The familiar yet still slightly unnerving hum arose, muted due to the helmets. The hum climbed in pitch to a whine, then to a cyclonic howl. The hexagonal floor and ceiling plates shimmered silver. A fine, faint mist gathered at their feet and drifted down from the ceiling. Thready static discharges, like tiny lightning bolts, arced through the vapor.

The mist thickened, blotting out everything. Shadows seemed to creep into Kane’s vision from all corners. The sound of breathing faded, ebbing away into silence. Right before Kane’s hearing shut down altogether, Grant’s strained, faraway whisper reached him. “I hate these fucking things.”

Chapter 14

Stepping into a mat-trans chamber, losing consciousness, then awakening in another always seemed like dying and being born again.

From the hyperdimensional nonspace through which they had been traveling, they seemed to fall through vertiginous abysses. There was a microinstant of non-existence, then a shock and their senses returned.

Kane stared up at the pattern of silver disks on the ceiling and realized sluggishly that something was wrong with them. A moment later, his stumbling thoughts amended that observation. Not wrong, just different. They were smaller, diamond shaped rather than the familiar hexagonal configuration.

Trying to focus through the last of the mist wisping over his faceplate, Kane became aware of the rasp of labored respiration in his ears. Nausea churned and rolled in his stomach, and he fought it down, almost panicky at the notion of vomiting inside his helmet.

In a strained, hoarse whisper, Brigid asked, “Is everybody all right?”

Kane turned his head, squeezing his eyes shut against the momentary wave of vertigo that blurred his vision. When he opened them, he saw Grant and Brigid carefully hiking themselves up to sitting positions. The floor-plate pattern duplicated that of the ceiling. The jump chamber was small, about half the standard size.

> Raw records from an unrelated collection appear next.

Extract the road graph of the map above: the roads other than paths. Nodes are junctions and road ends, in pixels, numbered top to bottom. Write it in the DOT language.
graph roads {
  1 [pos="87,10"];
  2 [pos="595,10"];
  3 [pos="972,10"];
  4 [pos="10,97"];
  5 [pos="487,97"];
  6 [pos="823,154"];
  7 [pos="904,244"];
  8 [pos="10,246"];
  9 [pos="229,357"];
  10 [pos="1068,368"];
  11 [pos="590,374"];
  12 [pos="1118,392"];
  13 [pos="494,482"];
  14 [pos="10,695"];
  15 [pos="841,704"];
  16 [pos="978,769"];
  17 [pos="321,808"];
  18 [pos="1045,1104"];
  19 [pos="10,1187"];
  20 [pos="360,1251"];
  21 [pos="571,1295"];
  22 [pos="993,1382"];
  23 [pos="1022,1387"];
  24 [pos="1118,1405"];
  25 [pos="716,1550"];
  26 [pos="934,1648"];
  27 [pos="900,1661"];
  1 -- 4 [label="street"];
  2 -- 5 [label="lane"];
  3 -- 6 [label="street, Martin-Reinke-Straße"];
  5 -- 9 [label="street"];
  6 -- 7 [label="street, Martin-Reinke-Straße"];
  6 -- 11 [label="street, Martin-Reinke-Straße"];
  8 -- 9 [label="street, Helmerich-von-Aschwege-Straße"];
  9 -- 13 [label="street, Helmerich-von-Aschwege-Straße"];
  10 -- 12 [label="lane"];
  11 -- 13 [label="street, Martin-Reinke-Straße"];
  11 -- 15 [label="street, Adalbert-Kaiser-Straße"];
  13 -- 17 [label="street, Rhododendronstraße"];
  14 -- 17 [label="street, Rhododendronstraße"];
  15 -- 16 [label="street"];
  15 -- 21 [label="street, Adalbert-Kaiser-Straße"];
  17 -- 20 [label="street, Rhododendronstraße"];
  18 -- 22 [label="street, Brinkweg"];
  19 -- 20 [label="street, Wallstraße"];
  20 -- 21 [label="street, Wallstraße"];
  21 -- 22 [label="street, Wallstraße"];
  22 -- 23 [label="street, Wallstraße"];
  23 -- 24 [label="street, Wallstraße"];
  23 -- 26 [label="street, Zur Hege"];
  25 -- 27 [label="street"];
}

The dark blue color of the armaglass walls allowed only the dimmest light to penetrate.

Grant got to his feet first. To Kane’s eyes, it looked like he kicked himself up from a crouch, as if he were performing a broad jump. He lunged the width of the chamber, slamming a shoulder hard into a wall. Catching himself on the palms of his hands, he pushed himself backward and stumbled, crashing into the back wall.

He snarled in bewilderment. “What the fuck is going on?”

Kane gingerly rose to a knee, realizing his body felt oddly light, as if it weighed half of what it should.

Brigid said, “We’re dealing with maybe half a G here. Be careful.”

Both she and Kane took care as they stood up. Kane rocked experimentally on the balls of his feet. “I don’t feel as hot,” he remarked.

“The suits’ thermal controls must’ve adjusted to the external temperature,” replied Brigid. “It’s probably about twenty or twenty-five degrees colder here than in Cerberus.”

“What about the air?” Grant asked.

She opened the kit slung from a shoulder and removed a small air sampler. She waved the sensor stem around, gauging the reading on the glass-covered face. “Thin,” she announced. “It’s recycled, but breathable. It’d take some getting used to. There’s a trifle more carbon dioxide in it, so we’d have headaches for a while.”

Grant consulted the motion detector around his left wrist. “No movement. It’s safe to leave.”

Kane walked the short distance to the door, planting his feet firmly on the floor plates. He heaved up on the staple-shaped handle and used his shoulder to push it open. Even with its counterbalanced hinges, he was surprised by how little effort it required.

A single overhead light, sunk in a ceiling socket, illuminated the familiar anteroom with its prerequisite table. The far door was up, and Kane saw the flickering lights of computer consoles.

Kane, Brigid and Grant moved out in single file, not speaking. Except for the small size of the gateway unit itself, the rest of the layout conformed to the standard dimensions. Most of the computer screens were dark, and the few that glowed displayed only shifting columns of numbers.